#### [Task instructions]
From the material beneath, pull every line with the word "MOHAWK".

#### [Task data]
▼

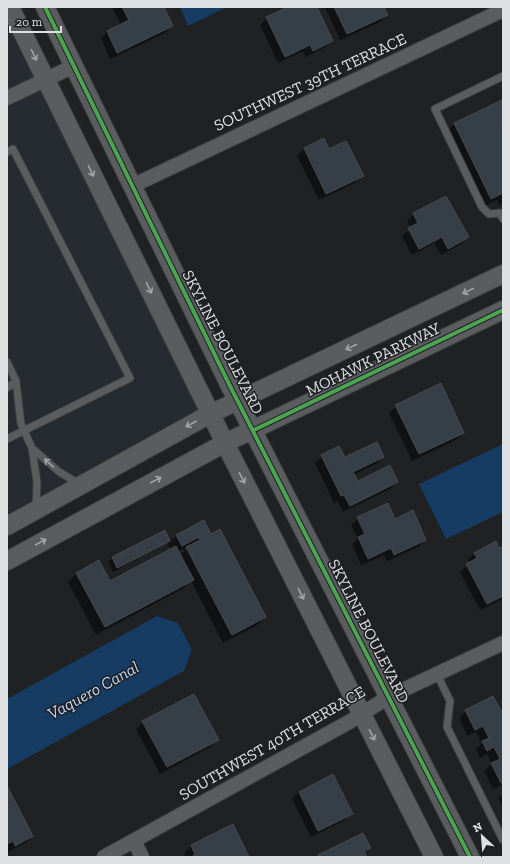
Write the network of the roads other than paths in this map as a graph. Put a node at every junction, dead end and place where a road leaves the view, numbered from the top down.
1 (10, 7) edge
2 (45, 7) edge
3 (503, 10) edge
4 (74, 66) junction
5 (503, 76) edge
6 (46, 80) junction
7 (7, 98) edge
8 (7, 152) edge
9 (132, 186) junction
10 (503, 219) edge
11 (503, 274) edge
12 (503, 310) edge
13 (7, 362) edge
14 (16, 381) junction
15 (7, 388) edge
16 (239, 400) junction
17 (210, 414) junction
18 (254, 430) junction
19 (23, 431) junction
20 (7, 439) edge
21 (225, 443) junction
22 (32, 448) junction
23 (81, 485) junction
24 (36, 510) junction
25 (7, 526) edge
26 (7, 561) edge
27 (503, 643) edge
28 (437, 674) junction
29 (390, 696) junction
30 (360, 713) junction
31 (503, 840) edge
32 (134, 841) junction
33 (104, 857) edge
34 (142, 857) edge
35 (434, 857) edge
36 (470, 857) edge

1 -> 6 street
2 - 4 street, SKYLINE BOULEVARD
3 - 9 street, SOUTHWEST 39TH TERRACE
4 - 6 street
4 - 9 street, SKYLINE BOULEVARD
5 - 10 lane
6 - 7 street
6 -> 17 street
8 - 19 lane
9 - 16 street, SKYLINE BOULEVARD
11 -> 16 street, MOHAWK PARKWAY
12 - 18 street, MOHAWK PARKWAY
13 - 14 lane
14 - 15 lane
14 - 19 lane
16 - 17 street, MOHAWK PARKWAY
16 - 18 street, SKYLINE BOULEVARD
17 - 21 street
17 -> 23 street, MOHAWK PARKWAY
18 - 21 street, MOHAWK PARKWAY
18 - 29 street, SKYLINE BOULEVARD
19 - 20 lane
19 - 22 lane
26 -> 21 street, MOHAWK PARKWAY
21 -> 30 street
23 -> 22 lane
22 - 24 lane
23 - 24 street, MOHAWK PARKWAY
24 - 25 street, MOHAWK PARKWAY
27 - 28 street, SOUTHWEST 40TH TERRACE
28 - 29 street, SOUTHWEST 40TH TERRACE
28 - 31 lane
29 - 30 street, SOUTHWEST 40TH TERRACE
29 - 36 street, SKYLINE BOULEVARD
30 - 32 street, SOUTHWEST 40TH TERRACE
30 -> 35 street
32 - 33 street, SOUTHWEST 40TH TERRACE
32 - 34 street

▲

#### [Result]
11 -> 16 street, MOHAWK PARKWAY
12 - 18 street, MOHAWK PARKWAY
16 - 17 street, MOHAWK PARKWAY
17 -> 23 street, MOHAWK PARKWAY
18 - 21 street, MOHAWK PARKWAY
26 -> 21 street, MOHAWK PARKWAY
23 - 24 street, MOHAWK PARKWAY
24 - 25 street, MOHAWK PARKWAY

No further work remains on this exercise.